Pact to shield agri sector from natural disasters inked

LOS BAÑOS, Laguna -- A joint agreement calling for reinvigorated efforts to effectively shield the agriculture sector from the devastation caused by natural calamities in the Southeast Asia region, was signed here Friday by key officials from the national and local government, international financial institutions, and private organizations

Delegates to the two-day "Forum on Reducing Disaster Risks towards a Resilient Agricultural Sector" at the Southeast Asian Regional Center for Graduate Study and Research in Agriculture (SEARCA) headquarters here have committed to safeguarding the agriculture sector because it is one of the basic components in the provision of stable food supply across the world. 

They agreed that the agriculture sector must be supported by financial requirement, formulations of plans, programs and policies to the provision of major infrastructure projects like irrigation systems.

Among signatories were representatives of the United Nations (UN)-Food and Agriculture Organization (FAO), Asian Development Bank (ADB), Land Bank of the Philippines, Abra de Ilog town, and the University of the Philippines and the Visayas State University.

Contained in a one-page covenant, the signatories pointed out that: "every rural and agricultural community at significant climate risk should develop, adopt and enforce an appropriate adaptation and mitigation plan, consisting of both immediate actions and comprehensive long-range strategies for reducing the impact of a disaster."

Dubbed as Disaster Risks Reduction Management Program, the covenant said it will capitalize on opportunities for sustainable growth and development until the next century.

Agriculture, the delegates noted, has been vulnerable to the devastation caused by natural calamities resulting in scarcity of its supplies specifically rice, poultry, and animal products as well as vegetables, which contribute to the rise in the cost of prime agricultural products.

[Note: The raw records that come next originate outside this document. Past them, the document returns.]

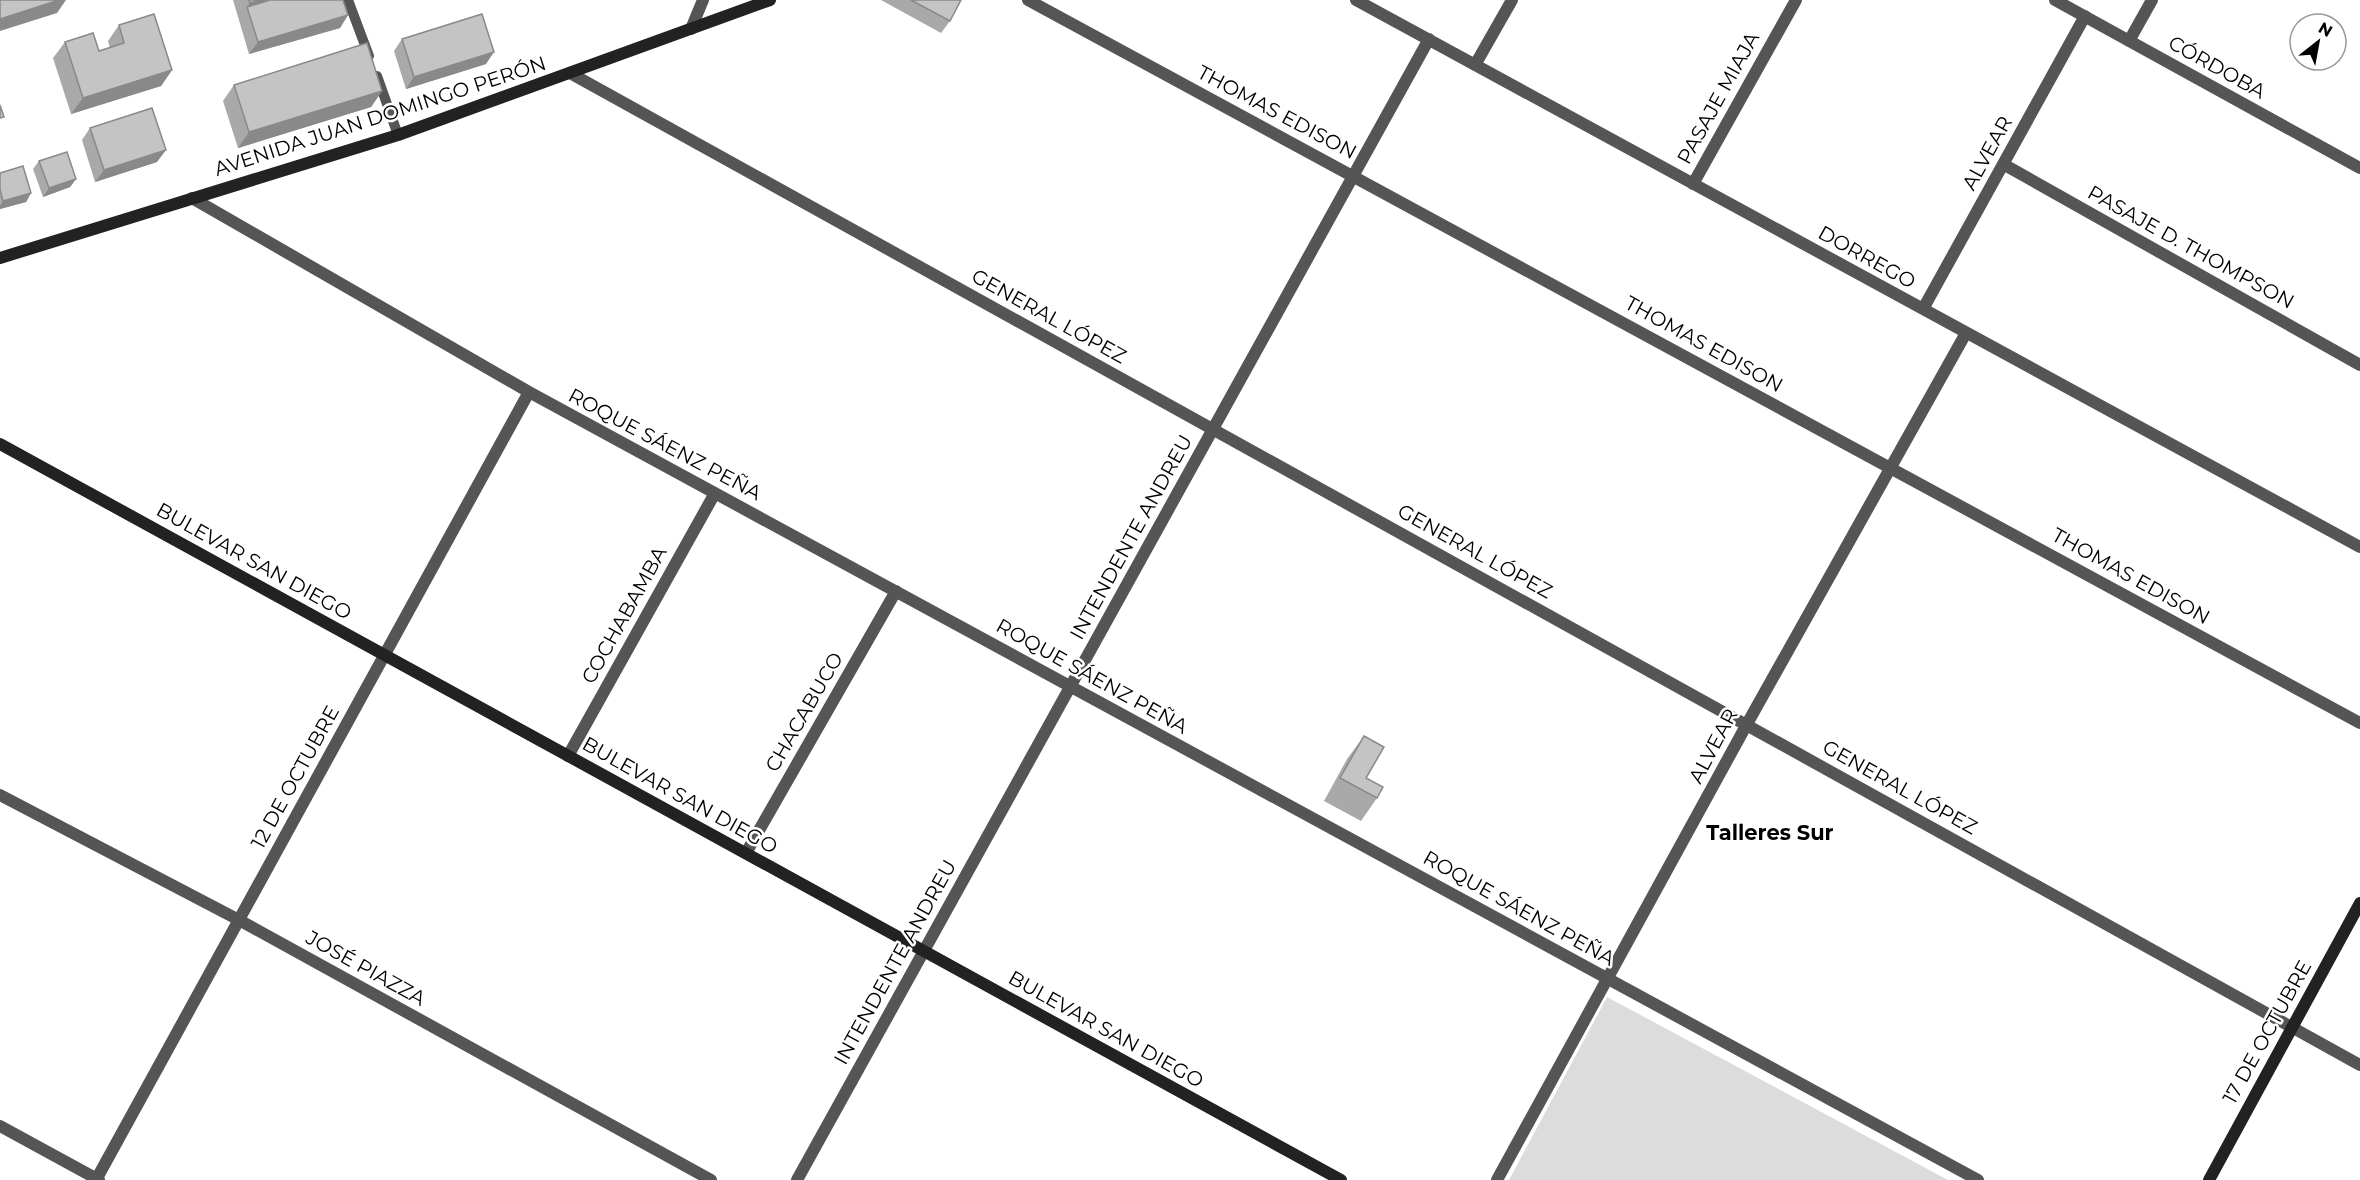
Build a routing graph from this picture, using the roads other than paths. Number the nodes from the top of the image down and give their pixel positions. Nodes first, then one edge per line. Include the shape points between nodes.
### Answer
1 (348, 0) edge
2 (703, 0) edge
3 (770, 0) edge
4 (1028, 0) edge
5 (1356, 0) edge
6 (1512, 0) edge
7 (1796, 0) edge
8 (2055, 0) edge
9 (2152, 0) edge
10 (2085, 16) junction
11 (691, 29) junction
12 (1429, 39) junction
13 (2129, 41) junction
14 (1475, 65) junction
15 (570, 73) junction
16 (398, 135) junction
17 (2003, 164) junction
18 (2360, 168) edge
19 (1353, 176) junction
20 (1693, 184) junction
21 (192, 198) junction
22 (0, 258) edge
23 (1923, 309) junction
24 (1966, 333) junction
25 (2360, 365) edge
26 (529, 392) junction
27 (1213, 429) junction
28 (0, 444) edge
29 (1889, 467) junction
30 (715, 493) junction
31 (2360, 548) edge
32 (896, 591) junction
33 (385, 655) junction
34 (1070, 686) junction
35 (1747, 723) junction
36 (2360, 723) edge
37 (568, 756) junction
38 (0, 795) edge
39 (746, 853) junction
40 (2360, 903) edge
41 (239, 920) junction
42 (924, 951) junction
43 (1609, 979) junction
44 (2292, 1027) junction
45 (2360, 1065) edge
46 (0, 1126) edge
47 (97, 1180) edge
48 (711, 1180) edge
49 (797, 1180) edge
50 (1341, 1180) edge
51 (1497, 1180) edge
52 (1978, 1180) edge
53 (2208, 1180) edge

1 - 16 lane
2 - 11 street
3 - 11 street, AVENIDA JUAN DOMINGO PERÓN
4 - 19 street, THOMAS EDISON
5 - 12 street, DORREGO
6 - 14 street
7 - 20 street, PASAJE MIAJA
8 - 10 street, CÓRDOBA
9 - 13 street
10 - 13 street, CÓRDOBA
10 - 17 street, ALVEAR
11 - 15 street, AVENIDA JUAN DOMINGO PERÓN
12 - 14 street, DORREGO
12 - 19 street, INTENDENTE ANDREU
13 - 18 street, CÓRDOBA
14 - 20 street, DORREGO
15 - 16 street, AVENIDA JUAN DOMINGO PERÓN
15 - 27 street, GENERAL LÓPEZ
16 - 21 street, AVENIDA JUAN DOMINGO PERÓN
17 - 23 street, ALVEAR
17 - 25 street, PASAJE D. THOMPSON
19 - 27 street, INTENDENTE ANDREU
19 - 29 street, THOMAS EDISON
20 - 23 street, DORREGO
21 - 22 street, AVENIDA JUAN DOMINGO PERÓN
21 - 26 street, ROQUE SÁENZ PEÑA
23 - 24 street, DORREGO
24 - 29 street, ALVEAR
24 - 31 street, DORREGO
26 - 30 street, ROQUE SÁENZ PEÑA
26 - 33 street, 12 DE OCTUBRE
27 - 34 street, INTENDENTE ANDREU
27 - 35 street, GENERAL LÓPEZ
28 - 33 street, BULEVAR SAN DIEGO
29 - 35 street, ALVEAR
29 - 36 street, THOMAS EDISON
30 - 32 street, ROQUE SÁENZ PEÑA
30 - 37 street, COCHABAMBA
32 - 34 street, ROQUE SÁENZ PEÑA
32 - 39 street, CHACABUCO
33 - 37 street, BULEVAR SAN DIEGO
33 - 41 street, 12 DE OCTUBRE
34 - 42 street, INTENDENTE ANDREU
34 - 43 street, ROQUE SÁENZ PEÑA
35 - 43 street, ALVEAR
35 - 44 street, GENERAL LÓPEZ
37 - 39 street, BULEVAR SAN DIEGO
38 - 41 street, JOSÉ PIAZZA
39 - 42 street, BULEVAR SAN DIEGO
40 - 44 street, 17 DE OCTUBRE
41 - 47 street, 12 DE OCTUBRE
41 - 48 street, JOSÉ PIAZZA
42 - 49 street, INTENDENTE ANDREU
42 - 50 street, BULEVAR SAN DIEGO
43 - 51 street, ALVEAR
43 - 52 street, ROQUE SÁENZ PEÑA
44 - 45 street, GENERAL LÓPEZ
44 - 53 street, 17 DE OCTUBRE
46 - 47 street

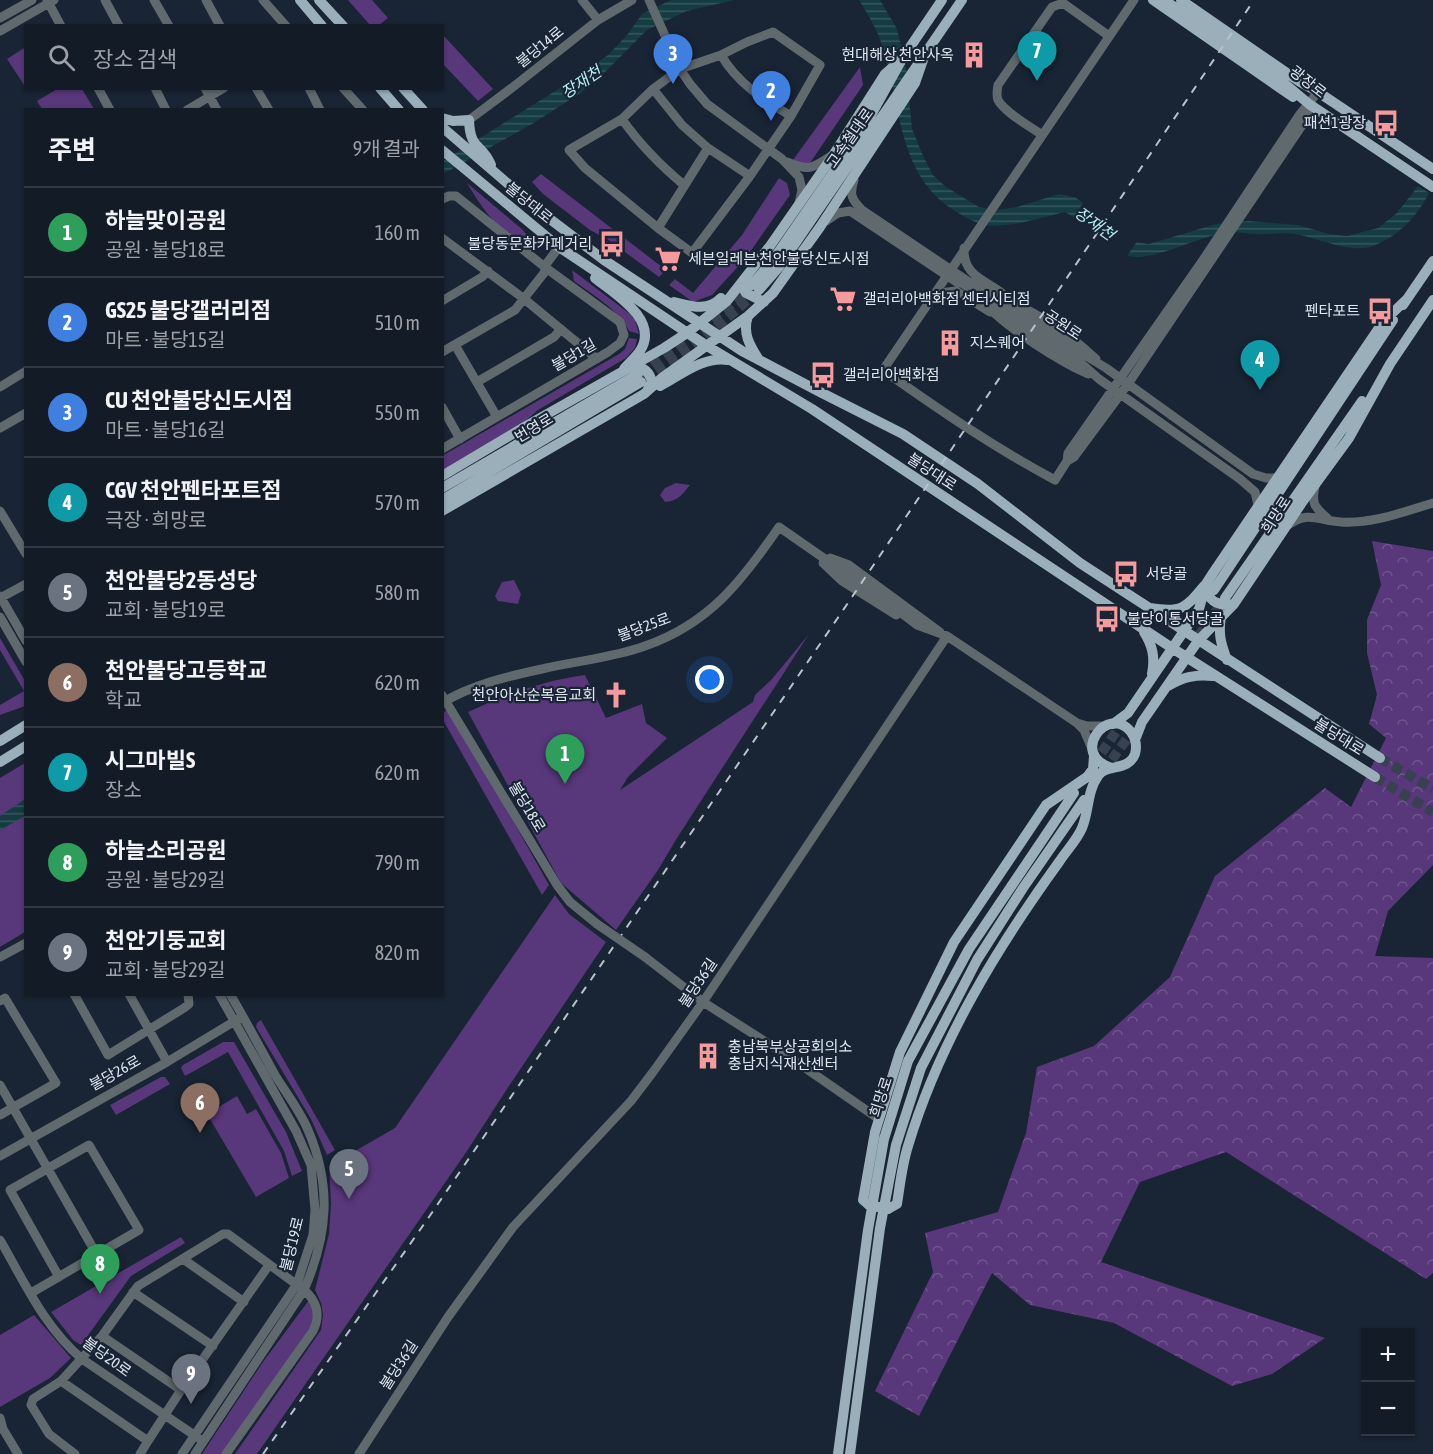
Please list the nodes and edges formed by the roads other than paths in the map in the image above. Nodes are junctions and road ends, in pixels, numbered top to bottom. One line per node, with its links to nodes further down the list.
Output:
1 (32, 0): 19 (street)
2 (105, 0): 22 (street)
3 (154, 0): 23 (street)
4 (206, 0): 24 (street)
5 (263, 0): 25 (street)
6 (300, 0): 26 (main road)
7 (320, 0): 27 (main road)
8 (582, 0): 20 (street)
9 (632, 0): 20 (street, 불당14로)
10 (942, 0): 31 (main road, 고속철대로)
11 (962, 0): 33 (main road, 고속철대로)
12 (1134, 0): 29 (street)
13 (1153, 0): 44 (main road)
14 (1164, 0): 44 (main road, 광장로)
15 (1181, 0): 42 (main road, 광장로)
16 (1189, 0): 42 (main road)
17 (50, 1): 21 (street); 28 (street)
18 (650, 3): 32 (street)
19 (0, 18)
20 (598, 20): 56 (street, 불당14로)
21 (60, 24)
22 (118, 24)
23 (168, 24)
24 (219, 24)
25 (284, 24)
26 (320, 24)
27 (341, 24)
28 (0, 31)
29 (1108, 36): 59 (street); 59 (street)
30 (721, 55): 32 (street); 54 (street); 54 (street)
31 (906, 55): 33 (main road, 고속철대로); 63 (main road)
32 (680, 69): 34 (street); 61 (street)
33 (914, 79): 67 (main road)
34 (653, 89): 57 (street); 60 (street)
35 (99, 90): 45 (street)
36 (156, 90): 46 (street)
37 (257, 90): 49 (street)
38 (310, 90): 50 (street)
39 (345, 90): 51 (street)
40 (382, 90): 52 (main road)
41 (405, 90): 53 (main road)
42 (1318, 92): 44 (street); 65 (main road, 광장로)
43 (208, 93): 47 (street); 48 (street)
44 (1309, 104): 70 (main road, 광장로); 80 (street); 80 (street)
45 (109, 108)
46 (165, 108)
47 (189, 108)
48 (216, 108)
49 (268, 108)
50 (319, 108)
51 (361, 108)
52 (397, 108)
53 (422, 108)
54 (791, 116): 61 (street)
55 (444, 119): 56 (main road)
56 (469, 120): 66 (main road)
57 (622, 120): 69 (street); 75 (street)
58 (444, 129): 66 (main road, 불당대로)
59 (1042, 135): 78 (street)
60 (708, 148): 68 (street); 69 (street)
61 (768, 149): 64 (street); 68 (street)
62 (444, 152): 77 (main road, 불당대로)
63 (834, 154): 64 (street); 72 (main road)
64 (782, 159): 72 (street)
65 (1429, 166)
66 (493, 171): 87 (main road, 불당대로)
67 (856, 172): 73 (street); 74 (main road)
68 (750, 176): 75 (street)
69 (684, 185): 75 (street)
70 (1433, 187)
71 (444, 198): 82 (street)
72 (798, 206): 85 (main road)
73 (862, 214): 74 (street); 84 (street, 공원로)
74 (820, 227): 93 (main road)
75 (658, 228)
76 (446, 241): 83 (street)
77 (559, 247): 79 (main road, 불당대로); 82 (street)
78 (964, 248): 84 (street); 94 (street)
79 (579, 260): 99 (main road, 불당대로); 110 (main road)
80 (1207, 261): 112 (street)
81 (1433, 261): 90 (main road, 희망로)
82 (545, 267): 89 (street); 104 (street, 불당1길)
83 (488, 271): 89 (street); 91 (street)
84 (948, 272): 86 (street, 공원로); 88 (street)
85 (745, 276): 87 (main road); 93 (main road); 97 (main road)
86 (961, 281): 94 (street); 96 (street); 108 (street, 공원로); 111 (street, 공원로)
87 (651, 292): 97 (main road, 불당대로)
88 (933, 294): 96 (street); 115 (street)
89 (523, 298): 98 (street); 101 (street)
90 (1407, 299): 124 (main road, 희망로); 137 (main road, 희망로)
91 (444, 300)
92 (1433, 300): 107 (main road, 희망로)
93 (764, 302): 95 (main road)
94 (1017, 303): 108 (street)
95 (748, 316): 100 (main road); 105 (main road)
96 (999, 318): 111 (street)
97 (700, 323): 99 (main road); 100 (main road, 불당대로)
98 (561, 329): 104 (street); 113 (street)
99 (687, 333): 102 (main road, 불당대로); 110 (main road)
100 (720, 337): 102 (main road); 105 (main road, 불당대로)
101 (455, 345): 103 (street); 113 (street)
102 (707, 346): 106 (main road, 불당대로); 116 (main road)
103 (444, 351)
104 (597, 359): 119 (street, 불당1길)
105 (759, 360): 140 (main road, 불당대로)
106 (733, 362): 116 (main road); 143 (main road, 불당대로)
107 (1390, 364): 125 (main road, 희망로); 139 (main road)
108 (1106, 368): 112 (street, 공원로)
109 (24, 372): 114 (street)
110 (632, 374): 116 (main road); 123 (main road); 126 (main road, 번영로); 127 (main road, 번영로)
111 (1099, 379): 115 (street, 공원로)
112 (1124, 381): 115 (street); 124 (street, 공원로)
113 (477, 382): 119 (street)
114 (0, 387)
115 (1117, 391): 129 (street, 공원로)
116 (644, 394): 130 (main road)
117 (444, 411): 121 (street)
118 (24, 414): 120 (street)
119 (497, 417): 121 (street, 불당1길)
120 (0, 428)
121 (460, 439): 122 (street, 불당1길)
122 (444, 448)
123 (444, 475)
124 (1276, 478): 129 (main road, 희망로)
125 (1316, 482): 132 (street); 133 (main road, 희망로)
126 (444, 487)
127 (444, 499)
128 (1433, 503): 132 (street)
129 (1258, 506): 137 (main road, 희망로)
130 (444, 510)
131 (0, 511): 135 (street)
132 (1328, 519): 133 (street)
133 (1287, 526): 139 (main road, 희망로)
134 (812, 549): 145 (street); 145 (street); 155 (street, 불당25로)
135 (24, 551)
136 (24, 585): 138 (street)
137 (1208, 588): 139 (main road); 140 (main road, 희망로); 144 (main road, 희망로)
138 (0, 597): 146 (street)
139 (1230, 601): 142 (main road, 희망로)
140 (1146, 608): 144 (main road, 불당대로)
141 (0, 617): 150 (street)
142 (1221, 617): 147 (main road, 희망로); 151 (main road)
143 (1140, 627): 148 (main road, 불당대로); 153 (main road)
144 (1184, 632): 147 (main road, 불당대로); 148 (main road, 희망로)
145 (947, 636): 156 (street); 177 (street, 불당36길)
146 (24, 637)
147 (1198, 641): 149 (main road, 희망로); 151 (main road, 불당대로)
148 (1172, 648): 149 (main road, 불당대로); 153 (main road, 희망로)
149 (1186, 658): 152 (main road, 불당대로); 154 (main road, 희망로)
150 (24, 659)
151 (1228, 660): 163 (main road, 불당대로)
152 (1217, 677): 154 (main road); 166 (main road, 불당대로)
153 (1151, 679): 157 (main road, 희망로)
154 (1166, 688): 159 (main road, 희망로)
155 (444, 700): 177 (street, 불당18로, bridge)
156 (1077, 723): 157 (street); 162 (street)
157 (1109, 725): 159 (main road); 162 (main road)
158 (24, 726): 160 (main road)
159 (1135, 740): 165 (main road)
160 (0, 741)
161 (24, 747): 164 (main road)
162 (1093, 752): 165 (main road); 184 (main road)
163 (1380, 758)
164 (0, 762)
165 (1112, 768): 184 (main road, bridge)
166 (1375, 777)
167 (1074, 793): 214 (main road, 희망로)
168 (1084, 800): 215 (main road)
169 (24, 944): 170 (street)
170 (0, 957)
171 (75, 996): 179 (street)
172 (130, 996): 179 (street)
173 (188, 996): 179 (street)
174 (221, 996): 178 (street, 불당19로)
175 (231, 996): 178 (street, 불당19로)
176 (0, 1001): 182 (street)
177 (703, 1002): 184 (street, 불당18로); 213 (street, 불당36길)
178 (238, 1018): 180 (street, 불당26로); 193 (street, 불당19로)
179 (149, 1030): 180 (street)
180 (167, 1062): 185 (street, 불당26로)
181 (0, 1085): 182 (street)
182 (14, 1108): 183 (street); 185 (street)
183 (0, 1115)
184 (879, 1119)
185 (31, 1138): 186 (street, 불당26로); 187 (street)
186 (0, 1156)
187 (48, 1168): 189 (street); 189 (street); 192 (street)
188 (0, 1240): 195 (street, 불당20로)
189 (97, 1255): 192 (street)
190 (183, 1259): 191 (street); 194 (street); 196 (street)
191 (270, 1265): 193 (street); 196 (street)
192 (59, 1277): 195 (street)
193 (300, 1287): 205 (street, 불당19로); 212 (street)
194 (134, 1292): 197 (street); 198 (street)
195 (31, 1293): 199 (street, 불당20로)
196 (244, 1302): 198 (street)
197 (102, 1336): 199 (street); 201 (street)
198 (213, 1346): 201 (street)
199 (82, 1359): 200 (street); 202 (street, 불당20로)
200 (61, 1381): 206 (street); 208 (street)
201 (181, 1390): 202 (street)
202 (165, 1416): 205 (street, 불당20로); 206 (street)
203 (0, 1418): 204 (street)
204 (2, 1430): 207 (street)
205 (200, 1439): 210 (street, 불당19로); 211 (street, 불당19로)
206 (148, 1441): 209 (street)
207 (16, 1453)
208 (75, 1454)
209 (140, 1454)
210 (183, 1454)
211 (195, 1454)
212 (226, 1454)
213 (359, 1454)
214 (838, 1454)
215 (850, 1454)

"We will support the implementation of the program, such that cost-effective measures will be recognized and profiled, policies and regulations will be tailored, and transferable solutions will be promoted to address economic, social, and political barriers towards resilient agricultural and rural communities," delegates pledged.

As defined in its official statement, three out of four Filipinos live in rural areas and most of them are dependent on agriculture and frequently encounter devastating effects of natural calamities such as typhoons, extreme drought, and the so-called La Nina as a result of abnormal changing in hydro-climatic conditions.

The Philippines is one of the 11 nations that comprise the Southeast Asian region including Vietnam, Laos, Myanmar, Brunei, Cambodia, Indonesia, Thailand, Malaysia, Singapore, and Timor-Leste.

During the forum, the delegates pushed for the active involvement of the local government unit specifically at the barangay level, which is mandated to act promptly to ensure the safety of their constituents.

The call for the women's empowerment was also stressed pointing out that in time of crisis, women are found to be effective partners in safeguarding their respective families and in helping out distribute relief assistance.

Earlier, Mayor Eric A. Constantino of Abra de Ilog expressed optimism that the forum would be beneficial to municipalities frequently hit by natural calamities.

"Our efforts in securing our farmers and farmlands would definitely benefit from the outcome of the session," Constantino said.

The two-day meet was hosted by SEARCA, in cooperation with the Embassy of France in Manila.